はじめて参加された方が、1人。有名な教科書会社に勤めている方でした。また、参加者のなかで、千葉大学附属小学校の教育実習で、指導教員だった人と実習生だった人との再会などもあり、せまい世界だなあと思いました。
テキストは、16-17ページを読みました。「すべての学習は、危険をともなう。家族は、子どもたちの最初の言語使用を、やさしく包みこむ(cherish)ことで、学習者の危険を減らす。彼らは失敗して、また挑戦することができる。学校も、同じように、言語発達の危険をとることを、勧める必要がある」という、文章からはじまりました。
なるほどと思いました。「やさしく包みこむ(cherish)」とは、どういう指導だろうと、話は広がりました。「授業で、子どもたちのまちがいを、どこまで直すべきか。まちがいを指摘するよりも、より多くの言語活動をさせるほうが大事なのではないか」という議論にもなりました。
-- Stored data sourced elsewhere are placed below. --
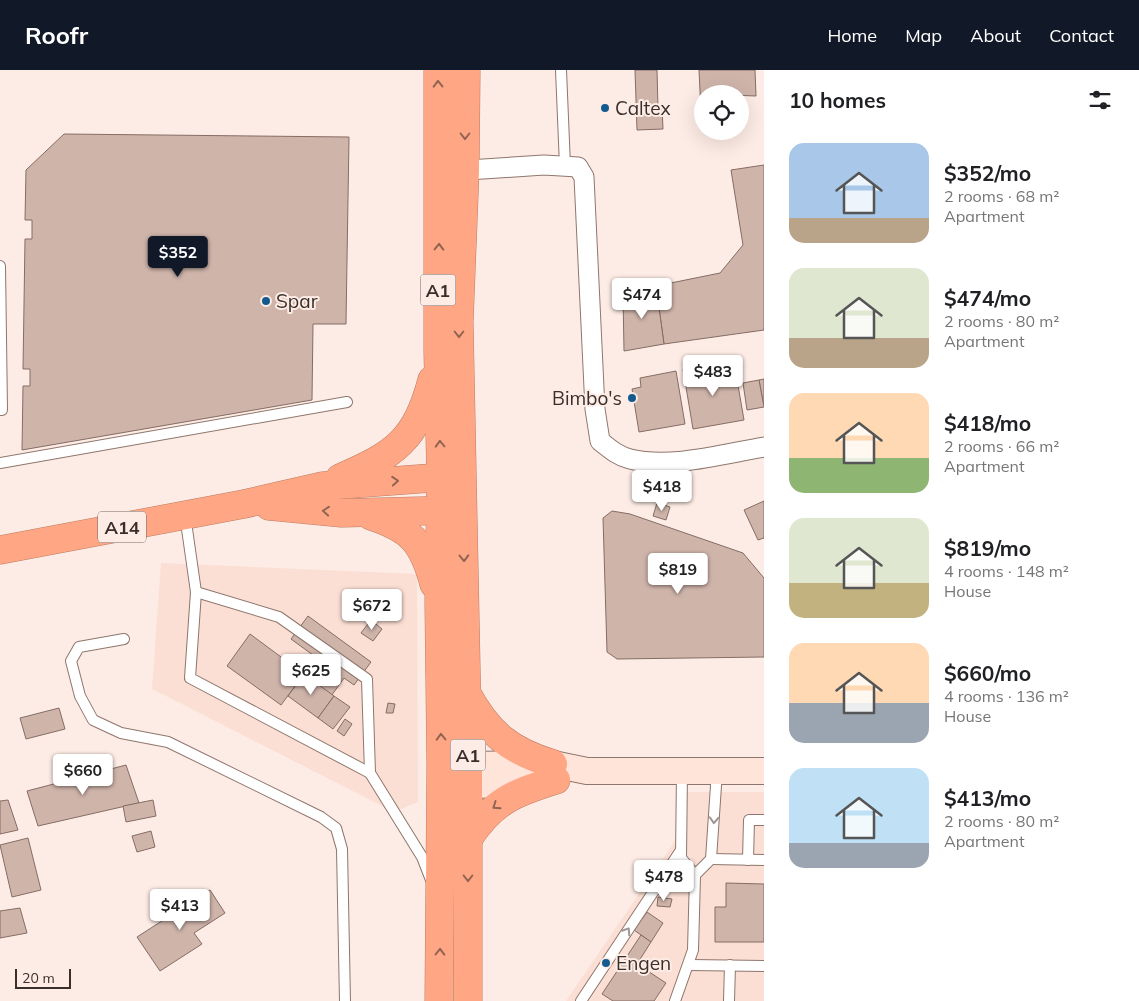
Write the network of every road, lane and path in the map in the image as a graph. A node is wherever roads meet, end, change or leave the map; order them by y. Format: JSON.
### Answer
{"nodes":[{"id":1,"x":438,"y":70,"type":"edge"},
{"id":2,"x":466,"y":70,"type":"edge"},
{"id":3,"x":561,"y":70,"type":"edge"},
{"id":4,"x":565,"y":166,"type":"junction"},
{"id":5,"x":452,"y":171,"type":"junction"},
{"id":6,"x":0,"y":266,"type":"edge"},
{"id":7,"x":1,"y":314,"type":"edge"},
{"id":8,"x":438,"y":352,"type":"junction"},
{"id":9,"x":1,"y":363,"type":"edge"},
{"id":10,"x":347,"y":402,"type":"dead end"},
{"id":11,"x":0,"y":410,"type":"edge"},
{"id":12,"x":764,"y":447,"type":"edge"},
{"id":13,"x":0,"y":463,"type":"edge"},
{"id":14,"x":451,"y":477,"type":"junction"},
{"id":15,"x":323,"y":486,"type":"junction"},
{"id":16,"x":244,"y":504,"type":"junction"},
{"id":17,"x":452,"y":510,"type":"junction"},
{"id":18,"x":360,"y":512,"type":"junction"},
{"id":19,"x":185,"y":514,"type":"junction"},
{"id":20,"x":0,"y":550,"type":"edge"},
{"id":21,"x":196,"y":592,"type":"junction"},
{"id":22,"x":438,"y":602,"type":"junction"},
{"id":23,"x":124,"y":639,"type":"dead end"},
{"id":24,"x":466,"y":693,"type":"junction"},
{"id":25,"x":682,"y":771,"type":"junction"},
{"id":26,"x":717,"y":771,"type":"junction"},
{"id":27,"x":764,"y":771,"type":"edge"},
{"id":28,"x":555,"y":772,"type":"junction"},
{"id":29,"x":370,"y":773,"type":"junction"},
{"id":30,"x":441,"y":776,"type":"junction"},
{"id":31,"x":468,"y":776,"type":"junction"},
{"id":32,"x":764,"y":820,"type":"edge"},
{"id":33,"x":468,"y":839,"type":"junction"},
{"id":34,"x":681,"y":849,"type":"junction"},
{"id":35,"x":711,"y":859,"type":"junction"},
{"id":36,"x":748,"y":860,"type":"junction"},
{"id":37,"x":764,"y":860,"type":"edge"},
{"id":38,"x":695,"y":875,"type":"junction"},
{"id":39,"x":441,"y":907,"type":"junction"},
{"id":40,"x":690,"y":965,"type":"junction"},
{"id":41,"x":730,"y":965,"type":"junction"},
{"id":42,"x":764,"y":966,"type":"edge"},
{"id":43,"x":345,"y":1001,"type":"edge"},
{"id":44,"x":439,"y":1001,"type":"edge"},
{"id":45,"x":468,"y":1001,"type":"edge"},
{"id":46,"x":581,"y":1001,"type":"edge"},
{"id":47,"x":675,"y":1001,"type":"edge"},
{"id":48,"x":729,"y":1001,"type":"edge"}],
"edges":[{"from":5,"to":1,"type":"highway","number":"A1","one_way":true},
{"from":2,"to":5,"type":"highway","number":"A1","one_way":true},
{"from":3,"to":4,"type":"lane"},
{"from":4,"to":5,"type":"street"},
{"from":4,"to":12,"type":"street"},
{"from":8,"to":5,"type":"highway","number":"A1","one_way":true},
{"from":5,"to":14,"type":"highway","number":"A1","one_way":true},
{"from":6,"to":7,"type":"lane"},
{"from":7,"to":9,"type":"lane"},
{"from":14,"to":8,"type":"highway","number":"A1","one_way":true},
{"from":8,"to":15,"type":"highway"},
{"from":9,"to":11,"type":"lane"},
{"from":10,"to":13,"type":"lane"},
{"from":15,"to":14,"type":"highway","number":"A14","one_way":true},
{"from":14,"to":17,"type":"highway","number":"A1"},
{"from":15,"to":16,"type":"highway","number":"A14"},
{"from":18,"to":16,"type":"highway","number":"A14","one_way":true},
{"from":16,"to":19,"type":"highway","number":"A14"},
{"from":17,"to":18,"type":"highway","number":"A14"},
{"from":17,"to":22,"type":"highway","number":"A1"},
{"from":17,"to":24,"type":"highway","number":"A1","one_way":true},
{"from":18,"to":22,"type":"highway"},
{"from":19,"to":20,"type":"highway","number":"A14"},
{"from":19,"to":21,"type":"lane"},
{"from":21,"to":29,"type":"lane"},
{"from":21,"to":29,"type":"lane"},
{"from":30,"to":22,"type":"highway","number":"A1","one_way":true},
{"from":23,"to":43,"type":"lane"},
{"from":24,"to":28,"type":"highway"},
{"from":24,"to":31,"type":"highway","number":"A1"},
{"from":25,"to":26,"type":"street"},
{"from":25,"to":28,"type":"street"},
{"from":25,"to":34,"type":"lane"},
{"from":26,"to":27,"type":"street"},
{"from":26,"to":35,"type":"lane","one_way":true},
{"from":28,"to":31,"type":"street"},
{"from":28,"to":33,"type":"highway","one_way":true},
{"from":29,"to":39,"type":"lane"},
{"from":30,"to":31,"type":"street"},
{"from":30,"to":39,"type":"highway","number":"A1"},
{"from":31,"to":33,"type":"highway","number":"A1"},
{"from":32,"to":36,"type":"lane"},
{"from":33,"to":45,"type":"highway","number":"A1","one_way":true},
{"from":34,"to":38,"type":"lane"},
{"from":46,"to":34,"type":"lane","one_way":true},
{"from":35,"to":36,"type":"lane"},
{"from":35,"to":38,"type":"lane"},
{"from":36,"to":37,"type":"lane"},
{"from":38,"to":40,"type":"lane"},
{"from":44,"to":39,"type":"highway","number":"A1","one_way":true},
{"from":40,"to":41,"type":"lane"},
{"from":40,"to":47,"type":"lane"},
{"from":41,"to":42,"type":"lane"},
{"from":41,"to":48,"type":"lane"}]}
そして、「社会言語学者のハリディは、『子どもたちはしばしば言語を率先して使い、保護者はその後ろから付き添い、観察して、反応する。しかし子どもたちに、自分のペースで、自分の発達に責任をもたせるようにする』と述べている」と、続きます。
ここから、教員のモデルの話になりました。「伴走的コーチ」、「ダンスのパートナー」、「先導役」、「仏様の指(困っているときに、気づかれないように、後ろからそっと押してあげる)」など。ひとりひとりの子どもに寄り添って、役割を変えるのが理想だろうなあと思いました。
このほか、「国語の読解力がつけば、算数や理科の理解力もつくというのは、まちがっている」といった議論も、興味深かったです。
あと、「10人も集まって、ひとりひとりが自由に、いいたいことを発言できるだろうか」と、ちょっと心配していたのですが、私の見るかぎり、大丈夫だったようです。